**What is expected**
Return the following from the records below: each line, word for word, starting with the line that contains "thumb cmc: (155, 231)" and going on through the line that contains "ring dip: (240, 240)", with nothing outside that range.
** Given data follows **
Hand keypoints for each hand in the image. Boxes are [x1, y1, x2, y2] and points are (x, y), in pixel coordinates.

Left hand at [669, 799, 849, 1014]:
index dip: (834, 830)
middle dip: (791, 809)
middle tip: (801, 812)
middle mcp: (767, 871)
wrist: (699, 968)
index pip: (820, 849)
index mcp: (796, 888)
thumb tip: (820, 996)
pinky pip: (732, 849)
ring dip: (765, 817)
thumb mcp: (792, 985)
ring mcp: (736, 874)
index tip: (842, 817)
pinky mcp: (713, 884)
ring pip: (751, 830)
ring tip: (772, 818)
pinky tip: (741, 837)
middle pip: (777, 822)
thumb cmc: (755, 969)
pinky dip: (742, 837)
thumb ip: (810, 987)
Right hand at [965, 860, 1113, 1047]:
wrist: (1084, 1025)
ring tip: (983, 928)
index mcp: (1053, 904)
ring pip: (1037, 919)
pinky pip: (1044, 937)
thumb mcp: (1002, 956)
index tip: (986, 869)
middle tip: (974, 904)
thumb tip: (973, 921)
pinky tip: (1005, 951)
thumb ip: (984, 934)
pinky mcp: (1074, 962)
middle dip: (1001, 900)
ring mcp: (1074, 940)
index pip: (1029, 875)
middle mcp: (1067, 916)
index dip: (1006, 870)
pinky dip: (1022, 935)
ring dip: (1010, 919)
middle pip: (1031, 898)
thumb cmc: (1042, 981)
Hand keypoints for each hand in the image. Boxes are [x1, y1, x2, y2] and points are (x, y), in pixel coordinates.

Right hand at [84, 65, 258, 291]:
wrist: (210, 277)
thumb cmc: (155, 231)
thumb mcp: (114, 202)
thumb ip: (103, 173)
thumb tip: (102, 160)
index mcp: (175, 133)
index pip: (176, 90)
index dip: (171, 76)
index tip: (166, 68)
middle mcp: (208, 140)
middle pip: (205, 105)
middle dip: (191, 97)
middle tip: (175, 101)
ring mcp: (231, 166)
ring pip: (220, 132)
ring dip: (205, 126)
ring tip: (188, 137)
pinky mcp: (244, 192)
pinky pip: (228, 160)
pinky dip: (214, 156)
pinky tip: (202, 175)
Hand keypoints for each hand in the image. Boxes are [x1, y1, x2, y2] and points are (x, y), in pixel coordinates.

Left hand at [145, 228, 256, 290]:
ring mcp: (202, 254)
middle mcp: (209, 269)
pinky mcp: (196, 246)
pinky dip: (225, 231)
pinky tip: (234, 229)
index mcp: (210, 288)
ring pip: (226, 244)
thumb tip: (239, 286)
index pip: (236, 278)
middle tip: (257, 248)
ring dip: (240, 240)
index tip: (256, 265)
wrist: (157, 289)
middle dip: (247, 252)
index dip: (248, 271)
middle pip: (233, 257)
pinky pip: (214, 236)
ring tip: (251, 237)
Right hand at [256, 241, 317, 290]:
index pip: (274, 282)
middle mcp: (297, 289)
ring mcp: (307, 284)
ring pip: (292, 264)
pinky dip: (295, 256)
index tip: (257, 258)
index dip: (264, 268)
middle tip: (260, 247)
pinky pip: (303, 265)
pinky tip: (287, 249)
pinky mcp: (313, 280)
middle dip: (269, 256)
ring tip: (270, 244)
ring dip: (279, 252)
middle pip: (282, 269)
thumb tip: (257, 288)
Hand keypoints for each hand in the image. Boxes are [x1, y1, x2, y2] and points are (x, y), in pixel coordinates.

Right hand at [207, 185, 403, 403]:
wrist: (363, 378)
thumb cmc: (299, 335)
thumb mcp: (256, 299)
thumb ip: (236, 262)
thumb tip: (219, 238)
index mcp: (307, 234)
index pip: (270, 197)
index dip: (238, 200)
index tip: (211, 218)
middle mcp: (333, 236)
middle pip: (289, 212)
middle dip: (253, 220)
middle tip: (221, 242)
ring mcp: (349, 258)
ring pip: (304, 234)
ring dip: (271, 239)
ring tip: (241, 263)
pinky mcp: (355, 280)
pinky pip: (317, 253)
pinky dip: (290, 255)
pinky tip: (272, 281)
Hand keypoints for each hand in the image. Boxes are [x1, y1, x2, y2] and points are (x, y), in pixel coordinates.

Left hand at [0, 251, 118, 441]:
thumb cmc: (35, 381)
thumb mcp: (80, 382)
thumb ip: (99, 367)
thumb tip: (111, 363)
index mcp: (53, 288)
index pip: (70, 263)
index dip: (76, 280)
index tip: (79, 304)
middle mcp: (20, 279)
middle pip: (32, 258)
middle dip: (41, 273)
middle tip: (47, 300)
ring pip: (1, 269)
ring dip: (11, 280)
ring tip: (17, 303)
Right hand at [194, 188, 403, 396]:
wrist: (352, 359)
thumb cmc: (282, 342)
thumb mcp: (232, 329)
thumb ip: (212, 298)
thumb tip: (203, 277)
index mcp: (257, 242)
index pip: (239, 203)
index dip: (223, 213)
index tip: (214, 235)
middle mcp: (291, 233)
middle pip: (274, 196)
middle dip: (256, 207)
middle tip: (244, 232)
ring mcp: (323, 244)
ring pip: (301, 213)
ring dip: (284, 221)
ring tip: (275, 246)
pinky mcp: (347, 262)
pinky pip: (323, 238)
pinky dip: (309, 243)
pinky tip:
** End of Given data **
**Exercise response**
thumb cmc: (155, 231)
thumb mcp: (114, 202)
thumb ip: (103, 173)
thumb tip: (102, 160)
index mcp: (175, 133)
index pip: (176, 90)
index dip: (171, 76)
index tip: (166, 68)
middle mcp: (208, 140)
middle pip: (205, 105)
middle dip: (191, 97)
middle tip: (175, 101)
ring mcp: (231, 166)
ring pip: (220, 132)
ring dip: (205, 126)
ring tip: (188, 137)
pinky mcp: (244, 192)
pinky pip: (228, 160)
pinky dip: (214, 156)
pinky tip: (202, 175)
Hand keypoints for each hand in the image. Boxes are [x1, y1, x2, y2] and points are (x, y), in pixel coordinates.

Left hand at [145, 228, 256, 290]:
ring mcp: (202, 254)
middle mcp: (209, 269)
pinky mcp: (196, 246)
pinky dip: (225, 231)
pinky tip: (234, 229)
index mcp: (210, 288)
ring pip: (226, 244)
thumb tip: (239, 286)
index pip: (236, 278)
middle tip: (257, 248)
ring dip: (240, 240)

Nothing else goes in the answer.